The Development & Field Results of a New, Advanced form of Sodium Silicate as a Cost Effective Solution for Treatment for Sustained Casing Pressure

Often, gas travels through microfractures and channels and requires the use of a solids-free chemical to adequately fill and block gas pathways. Recent years have shown sodium silicate as an effective and environmentally friendly treatment option. With lower oil prices and increasing regulatory requirements there is a greater need to improve treatment performance and reduce costs in the treatment of surface casing vent flows and gas migration. Recognizing these needs, the chemistry of conventional sodium silicate was modified to allow for a broader range of application and provide improved physical properties upon setting.

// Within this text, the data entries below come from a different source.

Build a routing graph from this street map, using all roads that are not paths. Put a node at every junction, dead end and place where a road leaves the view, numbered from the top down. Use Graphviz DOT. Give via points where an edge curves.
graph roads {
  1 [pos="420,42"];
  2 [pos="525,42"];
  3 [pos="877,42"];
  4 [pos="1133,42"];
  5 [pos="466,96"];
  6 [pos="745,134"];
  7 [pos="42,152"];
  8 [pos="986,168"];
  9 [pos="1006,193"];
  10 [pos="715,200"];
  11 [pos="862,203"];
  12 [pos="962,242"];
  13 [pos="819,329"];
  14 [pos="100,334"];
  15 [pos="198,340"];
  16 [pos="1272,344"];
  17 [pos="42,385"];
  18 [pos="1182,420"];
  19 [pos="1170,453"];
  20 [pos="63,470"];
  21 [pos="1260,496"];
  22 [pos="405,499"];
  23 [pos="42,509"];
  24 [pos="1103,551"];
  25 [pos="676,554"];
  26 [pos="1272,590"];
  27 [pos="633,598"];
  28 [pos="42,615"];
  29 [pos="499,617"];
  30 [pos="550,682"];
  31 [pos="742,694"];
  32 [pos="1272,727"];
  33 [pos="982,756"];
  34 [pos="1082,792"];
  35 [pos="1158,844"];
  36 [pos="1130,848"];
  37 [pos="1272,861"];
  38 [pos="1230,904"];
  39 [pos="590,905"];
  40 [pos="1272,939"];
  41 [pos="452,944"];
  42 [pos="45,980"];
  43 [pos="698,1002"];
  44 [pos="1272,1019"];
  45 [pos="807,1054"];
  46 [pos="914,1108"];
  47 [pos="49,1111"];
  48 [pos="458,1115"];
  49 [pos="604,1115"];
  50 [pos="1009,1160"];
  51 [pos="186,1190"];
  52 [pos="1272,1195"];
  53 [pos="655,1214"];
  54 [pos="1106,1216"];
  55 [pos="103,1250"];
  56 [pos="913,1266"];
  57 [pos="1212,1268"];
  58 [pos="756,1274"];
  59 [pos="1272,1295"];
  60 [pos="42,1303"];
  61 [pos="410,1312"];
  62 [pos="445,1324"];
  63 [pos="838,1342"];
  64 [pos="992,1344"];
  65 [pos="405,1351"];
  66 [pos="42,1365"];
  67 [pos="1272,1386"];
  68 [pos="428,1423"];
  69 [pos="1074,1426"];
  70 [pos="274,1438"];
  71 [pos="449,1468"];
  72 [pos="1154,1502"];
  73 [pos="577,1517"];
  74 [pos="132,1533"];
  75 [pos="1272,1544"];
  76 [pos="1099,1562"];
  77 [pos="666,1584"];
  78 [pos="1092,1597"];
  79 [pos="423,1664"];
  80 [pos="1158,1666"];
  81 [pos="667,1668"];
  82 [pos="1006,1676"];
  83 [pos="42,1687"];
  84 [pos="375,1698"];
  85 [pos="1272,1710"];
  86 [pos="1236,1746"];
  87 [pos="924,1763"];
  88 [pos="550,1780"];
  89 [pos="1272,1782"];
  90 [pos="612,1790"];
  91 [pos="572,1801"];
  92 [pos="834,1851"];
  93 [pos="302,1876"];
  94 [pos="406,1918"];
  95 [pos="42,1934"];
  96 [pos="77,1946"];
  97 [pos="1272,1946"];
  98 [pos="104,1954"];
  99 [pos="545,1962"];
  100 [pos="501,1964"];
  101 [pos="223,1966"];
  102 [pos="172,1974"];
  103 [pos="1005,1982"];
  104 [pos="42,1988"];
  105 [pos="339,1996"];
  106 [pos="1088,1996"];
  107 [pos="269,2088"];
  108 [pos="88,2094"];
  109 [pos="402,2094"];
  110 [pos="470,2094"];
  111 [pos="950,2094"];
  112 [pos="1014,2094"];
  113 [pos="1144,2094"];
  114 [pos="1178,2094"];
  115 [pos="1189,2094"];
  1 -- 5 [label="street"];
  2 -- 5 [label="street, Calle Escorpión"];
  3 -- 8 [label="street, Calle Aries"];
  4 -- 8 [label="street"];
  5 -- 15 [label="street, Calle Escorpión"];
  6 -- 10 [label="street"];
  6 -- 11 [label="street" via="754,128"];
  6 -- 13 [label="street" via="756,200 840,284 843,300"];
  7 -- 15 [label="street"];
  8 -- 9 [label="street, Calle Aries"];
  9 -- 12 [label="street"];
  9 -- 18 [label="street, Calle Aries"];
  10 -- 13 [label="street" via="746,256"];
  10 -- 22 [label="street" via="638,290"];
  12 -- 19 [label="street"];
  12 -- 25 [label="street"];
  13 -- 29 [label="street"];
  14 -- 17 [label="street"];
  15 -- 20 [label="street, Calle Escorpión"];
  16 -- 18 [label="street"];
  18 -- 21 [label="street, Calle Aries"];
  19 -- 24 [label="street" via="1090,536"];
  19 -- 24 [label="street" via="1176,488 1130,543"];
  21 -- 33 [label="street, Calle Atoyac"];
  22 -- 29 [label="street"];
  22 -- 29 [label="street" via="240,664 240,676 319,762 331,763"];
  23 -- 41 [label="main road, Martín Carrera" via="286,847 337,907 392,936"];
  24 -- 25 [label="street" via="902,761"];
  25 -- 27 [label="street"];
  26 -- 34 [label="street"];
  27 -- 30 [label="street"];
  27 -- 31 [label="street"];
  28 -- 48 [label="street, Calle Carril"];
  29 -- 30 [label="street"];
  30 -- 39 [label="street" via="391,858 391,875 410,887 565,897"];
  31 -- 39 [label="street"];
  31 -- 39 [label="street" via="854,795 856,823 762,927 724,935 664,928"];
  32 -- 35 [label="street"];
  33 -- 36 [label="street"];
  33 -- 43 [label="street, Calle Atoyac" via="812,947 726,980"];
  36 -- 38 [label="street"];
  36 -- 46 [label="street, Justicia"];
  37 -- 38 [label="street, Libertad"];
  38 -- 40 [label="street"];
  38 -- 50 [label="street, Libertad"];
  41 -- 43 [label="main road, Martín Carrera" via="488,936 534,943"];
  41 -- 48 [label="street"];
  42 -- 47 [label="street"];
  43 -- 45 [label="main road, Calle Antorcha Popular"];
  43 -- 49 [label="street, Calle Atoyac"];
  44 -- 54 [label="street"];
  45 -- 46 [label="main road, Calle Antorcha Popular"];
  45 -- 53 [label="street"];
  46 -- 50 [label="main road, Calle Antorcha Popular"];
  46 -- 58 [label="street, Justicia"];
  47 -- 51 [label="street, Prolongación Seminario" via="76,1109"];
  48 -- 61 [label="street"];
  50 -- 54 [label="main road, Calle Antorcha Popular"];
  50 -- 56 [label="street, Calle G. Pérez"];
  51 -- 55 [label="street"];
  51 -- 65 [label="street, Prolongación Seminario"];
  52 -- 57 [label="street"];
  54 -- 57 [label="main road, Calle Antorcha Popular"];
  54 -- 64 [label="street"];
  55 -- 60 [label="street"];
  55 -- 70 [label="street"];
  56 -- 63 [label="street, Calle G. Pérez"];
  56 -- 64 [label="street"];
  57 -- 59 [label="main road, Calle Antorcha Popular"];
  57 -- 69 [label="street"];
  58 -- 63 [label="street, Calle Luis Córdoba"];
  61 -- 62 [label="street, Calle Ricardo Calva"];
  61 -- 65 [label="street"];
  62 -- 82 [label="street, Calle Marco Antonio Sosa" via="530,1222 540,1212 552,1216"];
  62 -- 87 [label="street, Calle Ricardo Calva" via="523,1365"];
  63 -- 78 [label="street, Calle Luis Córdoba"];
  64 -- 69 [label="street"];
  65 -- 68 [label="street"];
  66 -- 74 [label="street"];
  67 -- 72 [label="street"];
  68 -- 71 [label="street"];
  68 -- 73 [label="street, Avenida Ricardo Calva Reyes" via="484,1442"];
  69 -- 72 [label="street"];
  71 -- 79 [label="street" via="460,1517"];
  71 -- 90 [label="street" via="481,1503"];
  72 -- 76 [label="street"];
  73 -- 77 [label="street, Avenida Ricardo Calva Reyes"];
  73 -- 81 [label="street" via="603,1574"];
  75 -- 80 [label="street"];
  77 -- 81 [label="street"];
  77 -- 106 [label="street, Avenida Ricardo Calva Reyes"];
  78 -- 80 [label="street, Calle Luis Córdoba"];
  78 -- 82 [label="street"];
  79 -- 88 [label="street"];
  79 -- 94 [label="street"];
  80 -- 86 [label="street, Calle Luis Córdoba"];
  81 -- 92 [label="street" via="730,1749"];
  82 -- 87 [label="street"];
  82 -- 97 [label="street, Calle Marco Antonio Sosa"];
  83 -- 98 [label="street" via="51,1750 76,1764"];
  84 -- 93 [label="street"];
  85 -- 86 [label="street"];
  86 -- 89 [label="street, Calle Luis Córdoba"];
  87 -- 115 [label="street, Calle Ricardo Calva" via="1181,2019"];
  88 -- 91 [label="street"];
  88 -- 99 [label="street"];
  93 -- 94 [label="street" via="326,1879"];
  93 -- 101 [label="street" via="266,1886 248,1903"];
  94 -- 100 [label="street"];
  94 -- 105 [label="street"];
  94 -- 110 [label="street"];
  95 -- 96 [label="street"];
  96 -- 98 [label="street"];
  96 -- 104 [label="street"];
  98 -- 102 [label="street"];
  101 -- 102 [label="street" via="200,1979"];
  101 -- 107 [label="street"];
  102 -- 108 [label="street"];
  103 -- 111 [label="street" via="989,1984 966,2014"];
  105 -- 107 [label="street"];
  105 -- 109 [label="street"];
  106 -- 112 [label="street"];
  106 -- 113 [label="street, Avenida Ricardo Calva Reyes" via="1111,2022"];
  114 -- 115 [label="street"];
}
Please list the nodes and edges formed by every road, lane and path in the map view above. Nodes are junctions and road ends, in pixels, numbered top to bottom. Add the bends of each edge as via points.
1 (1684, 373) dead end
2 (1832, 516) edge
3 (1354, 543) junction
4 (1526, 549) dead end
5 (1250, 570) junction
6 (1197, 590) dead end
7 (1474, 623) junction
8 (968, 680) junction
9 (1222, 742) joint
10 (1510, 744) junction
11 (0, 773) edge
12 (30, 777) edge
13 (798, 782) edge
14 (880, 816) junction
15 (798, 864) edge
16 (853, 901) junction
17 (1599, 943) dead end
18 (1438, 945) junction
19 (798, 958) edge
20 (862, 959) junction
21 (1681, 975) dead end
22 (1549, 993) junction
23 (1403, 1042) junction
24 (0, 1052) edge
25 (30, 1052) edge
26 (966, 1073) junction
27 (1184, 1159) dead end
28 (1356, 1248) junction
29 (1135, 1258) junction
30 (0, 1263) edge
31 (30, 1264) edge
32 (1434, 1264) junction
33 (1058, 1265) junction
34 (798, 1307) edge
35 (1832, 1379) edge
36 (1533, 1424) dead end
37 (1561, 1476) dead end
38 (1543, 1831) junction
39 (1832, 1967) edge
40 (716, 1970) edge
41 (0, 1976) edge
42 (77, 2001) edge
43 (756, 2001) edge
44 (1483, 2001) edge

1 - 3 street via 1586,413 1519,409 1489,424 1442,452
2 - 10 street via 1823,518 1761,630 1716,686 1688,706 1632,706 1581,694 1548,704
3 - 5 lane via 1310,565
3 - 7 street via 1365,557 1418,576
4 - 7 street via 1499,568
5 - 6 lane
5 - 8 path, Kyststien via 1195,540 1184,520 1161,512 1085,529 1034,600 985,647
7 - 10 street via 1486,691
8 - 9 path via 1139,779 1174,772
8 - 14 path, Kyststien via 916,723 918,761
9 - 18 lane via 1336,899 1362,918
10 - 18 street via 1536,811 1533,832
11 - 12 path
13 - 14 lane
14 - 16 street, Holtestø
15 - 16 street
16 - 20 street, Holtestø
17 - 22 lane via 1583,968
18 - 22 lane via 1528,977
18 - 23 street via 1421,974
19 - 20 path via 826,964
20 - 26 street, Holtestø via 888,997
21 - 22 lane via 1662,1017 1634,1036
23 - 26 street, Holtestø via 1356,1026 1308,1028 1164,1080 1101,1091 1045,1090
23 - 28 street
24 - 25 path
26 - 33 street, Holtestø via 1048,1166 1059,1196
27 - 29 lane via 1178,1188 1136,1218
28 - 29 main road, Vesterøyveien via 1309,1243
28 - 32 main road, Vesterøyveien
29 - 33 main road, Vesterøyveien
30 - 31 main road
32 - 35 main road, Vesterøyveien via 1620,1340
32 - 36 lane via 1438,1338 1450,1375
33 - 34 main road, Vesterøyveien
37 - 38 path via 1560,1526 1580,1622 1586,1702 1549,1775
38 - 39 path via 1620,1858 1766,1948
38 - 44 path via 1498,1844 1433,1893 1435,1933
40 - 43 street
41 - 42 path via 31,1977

Conventional manufacturing methods produce aqueous sodium silicate with a defined range of molecular size, shape and charge. An alternative production method was developed that reduces the alkalinity and increases the silica ratio and is described as a high-ratio sodium silicate. The form and distribution of silica in solution is quite different than commercially available sodium silicate. The silicate molecules in solution are significantly larger and with a lower charge density. The change in silica structure positively impacts the setting of sodium silicate by polymerization and precipitation. Several of the commonly used setting agents used with sodium silicate and/or colloidal silica were investigated with the high-ratio sodium silicate. Compared to conventional silicates, the high-ratio silicate could achieve longer set times and was less prone to variations in setting agent concentration. Upon setting, the high-ratio sodium silicate showed excellent dimensional stability with significantly less setting agent requirement vs. conventional silicates.

Initial field trials took place in Western Canada using two distinct placement techniques. The first approach was to squeeze the high-ratio silicate into microchannels as a standalone product. The second approach was as a compliment to a cement squeeze. Field results ranged from complete zonal isolation to reduced levels of gas migration. Where gas migration was not completely eliminated, data suggested that not all pathways were squeezed and/or there were secondary sources of gas. On-going field trials will allow for improvements and comparisons of placement techniques.